How encrypted data ingestion works

The data ingestion in Sidra comprises two copies of the information:

  • The raw copy of the asset that is stored in an Azure Storage container.
  • The optimized storage of the information that is loaded into Databricks.

When it comes to the encryption of information:

  • The raw copy will be totally encrypted. The entire file will be encrypted and stored in the Azure Storage container.
  • The information loaded into Databricks will be partially encrypted, that is, it will be encrypted only those attributes marked with the IsEncrypted flag.

How encryption is configured in the platform

The information used in the encryption process is provided to the platform:

  1. In the Sidra Core deployment. Some parameters are required to be configured in the Azure DevOps release pipeline in order to use encryption.
  2. In the metadata database. Additional information must be configured in some tables of the metadata database to identify the content that must be encrypted.

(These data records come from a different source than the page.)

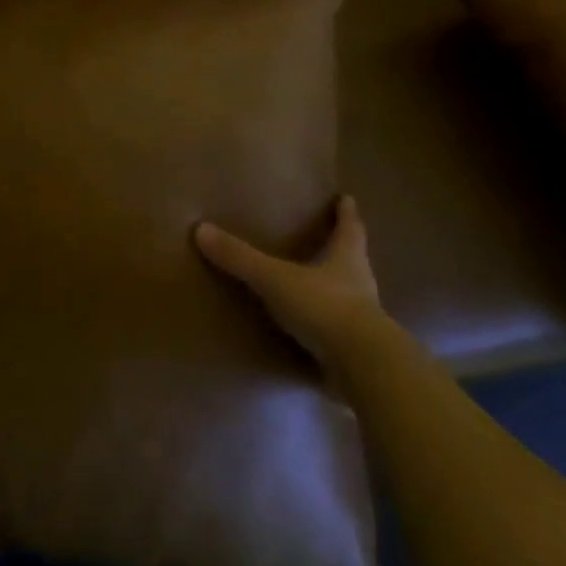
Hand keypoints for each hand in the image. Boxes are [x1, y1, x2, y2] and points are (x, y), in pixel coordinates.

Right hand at [194, 194, 385, 368]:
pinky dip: (329, 328)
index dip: (347, 212)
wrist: (363, 367)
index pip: (351, 226)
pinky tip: (312, 333)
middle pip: (354, 258)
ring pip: (351, 296)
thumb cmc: (324, 307)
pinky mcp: (360, 352)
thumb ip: (241, 258)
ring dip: (336, 289)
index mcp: (348, 256)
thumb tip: (201, 229)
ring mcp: (364, 320)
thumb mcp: (276, 279)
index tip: (346, 199)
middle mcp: (361, 283)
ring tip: (314, 285)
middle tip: (328, 238)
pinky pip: (342, 333)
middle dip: (342, 249)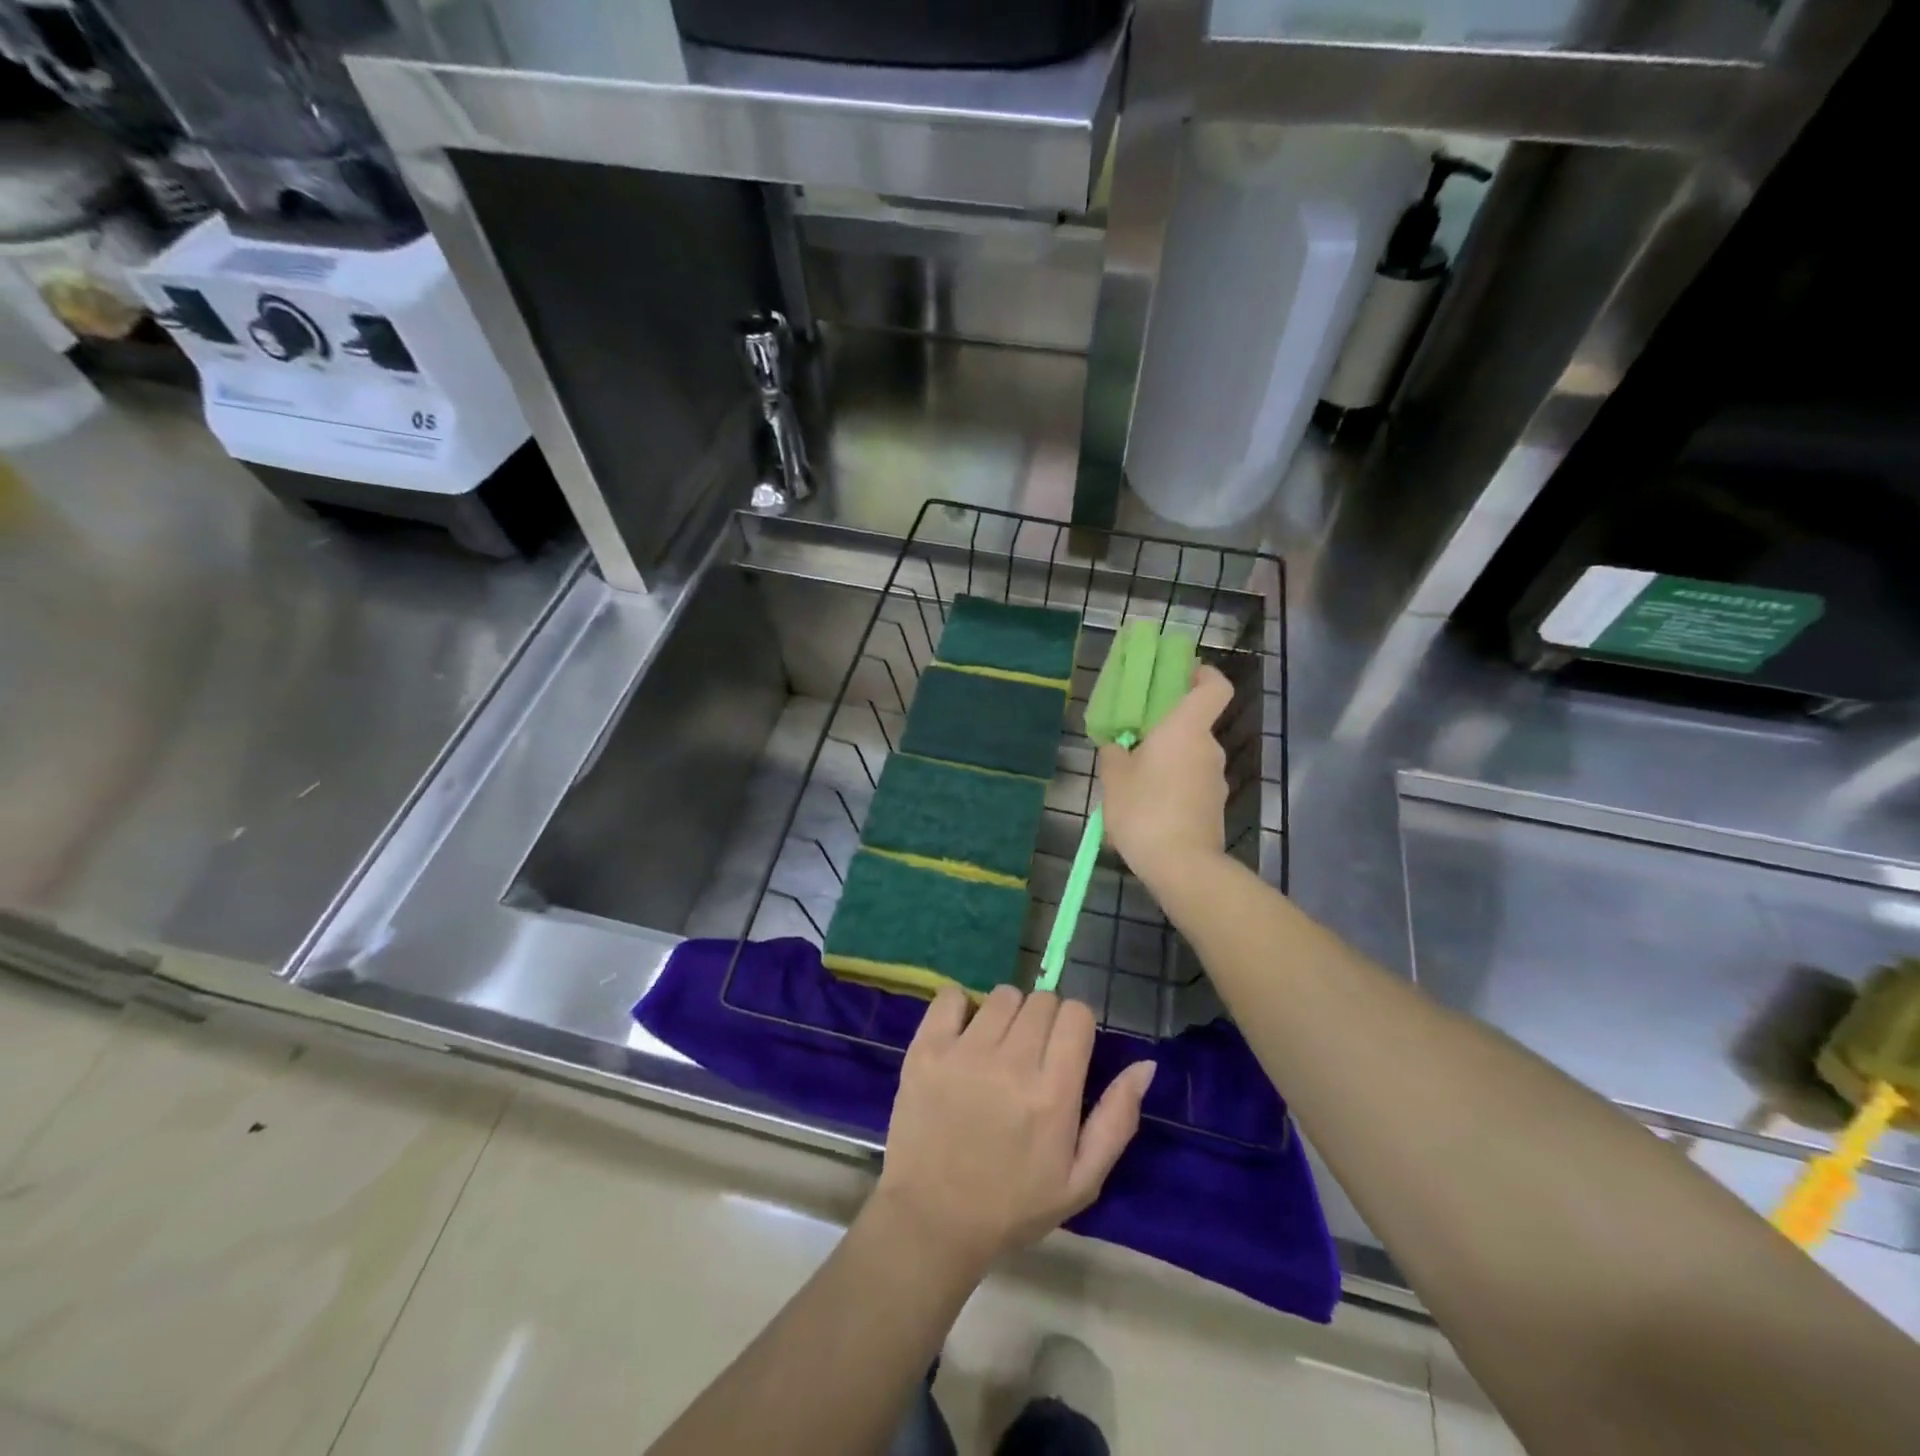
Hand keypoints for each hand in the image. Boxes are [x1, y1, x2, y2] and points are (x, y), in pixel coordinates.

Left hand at [873, 986, 1154, 1276]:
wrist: (931, 1221)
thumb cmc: (1012, 1206)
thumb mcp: (1081, 1181)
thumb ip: (1117, 1119)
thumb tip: (1145, 1064)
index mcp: (1053, 1094)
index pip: (1076, 1014)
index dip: (1076, 1027)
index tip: (1066, 1051)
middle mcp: (1011, 1063)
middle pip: (1041, 1000)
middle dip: (1044, 1021)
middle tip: (1031, 1057)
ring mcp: (964, 1052)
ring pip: (1002, 995)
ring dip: (1007, 1015)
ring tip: (997, 1049)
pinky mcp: (926, 1049)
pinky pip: (950, 995)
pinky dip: (959, 1007)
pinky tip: (961, 1036)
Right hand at [1098, 664, 1234, 888]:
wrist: (1181, 865)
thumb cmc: (1144, 809)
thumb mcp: (1114, 777)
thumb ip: (1114, 753)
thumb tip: (1118, 745)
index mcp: (1186, 729)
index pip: (1214, 687)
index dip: (1203, 674)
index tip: (1182, 674)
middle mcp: (1208, 749)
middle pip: (1193, 726)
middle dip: (1165, 731)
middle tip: (1132, 743)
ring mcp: (1215, 780)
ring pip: (1189, 759)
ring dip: (1166, 764)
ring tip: (1132, 784)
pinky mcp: (1214, 808)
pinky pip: (1190, 786)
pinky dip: (1172, 789)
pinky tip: (1146, 811)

Azure DevOps configuration

In order to enable any kind of encryption it is necessary to create and populate with values the following variables:

  • EncryptionKey is a 16, 24 or 32 bytes long string randomly generated.
  • EncryptionInitializationVector is a 16 bytes long string randomly generated.

Both variables must be created in an Azure DevOps library and they will be used during the Release pipeline by the script that configures Databricks which will add them as the following Databricks secrets: key and initialization_vector respectively.

Metadata configuration

The information about what assets, entities and attributes are encrypted is included in the metadata database along with the rest of metadata of those elements.

Assets

The Asset table contains a field IsEncrypted that tells if the asset is encrypted. The field is managed by the platform -not meant to be configured by users- and it will be updated by the data ingestion pipeline after the encryption of the raw copy is completed. It will be also used to know if it is required to decrypt the raw copy when reloading the file -i.e. re-ingesting the file- or extracting it.

Entities

The Entity table contains a field AdditionalProperties which stores a JSON structure used for adding additional information about the entity. Users can use this field to configure encryption for the assets associated to the entity by including in the field this information:

1
2
3
{
    "isEncrypted": true
}

This information is used by the data ingestion pipeline to know if an asset must be encrypted.

Attributes

The Attribute table contains a field IsEncrypted that users can use to identify which attributes must be encrypted in Databricks.

This information is used by the GenerateTransferQuery custom activity to create a transfer query that encrypts those attributes.

Encryption pipeline

The entity that requires encryption must be associated to an encryption ingestion pipeline, that means that the table EntityPipeline must contains the association between the entity and the pipeline FileIngestionWithEncryption instead of being associated to the usual FileIngestionDatabricks.

How it works

The encryption is performed by the FileIngestionWithEncryption pipeline which is launched after the storage of the raw copy of the asset in the Data Storage Unit (DSU). This raw copy is not encrypted yet. More information about where that raw copy comes from can be found in the Overview section.

The encryption data ingestion pipeline follows these steps:

Use transfer query to load asset in Databricks

The plain -not encrypted- raw copy is used to load the information into Databricks using the transfer query script. More information about how the transfer query works can be found in this section.

The transfer query is generated specifically for the entity and it is based on the metadata information. The transfer query is generated by the GenerateTransferQuery custom activity that checks the IsEncrypted field of the attributes to generate a Spark SQL query that loads those attributes encrypted into Databricks. After the generation of the transfer query, it is executed using a Notebook activity in the pipeline.

Encrypt plain raw copy

While the transfer query is generated and executed, it is created an encrypted version of the raw copy of the asset. To encrypt the raw copy it is used a Python Notebook activity that executes the FileEncryption.py notebook included in Sidra and deployed in the Shared folder in Databricks. This notebook uses the Databricks secrets configured by the DevOps Release pipeline.

Clean up after process finish

When the load into Databricks has finished and also the creation of the encrypted raw copy, the following actions are performed:

  1. The plain raw copy is deleted.

  2. The encrypted raw copy is renamed with the original filename of the plain raw copy.

  3. The asset metadata is marked as encrypted by activating the flag IsEncripted in the Asset table.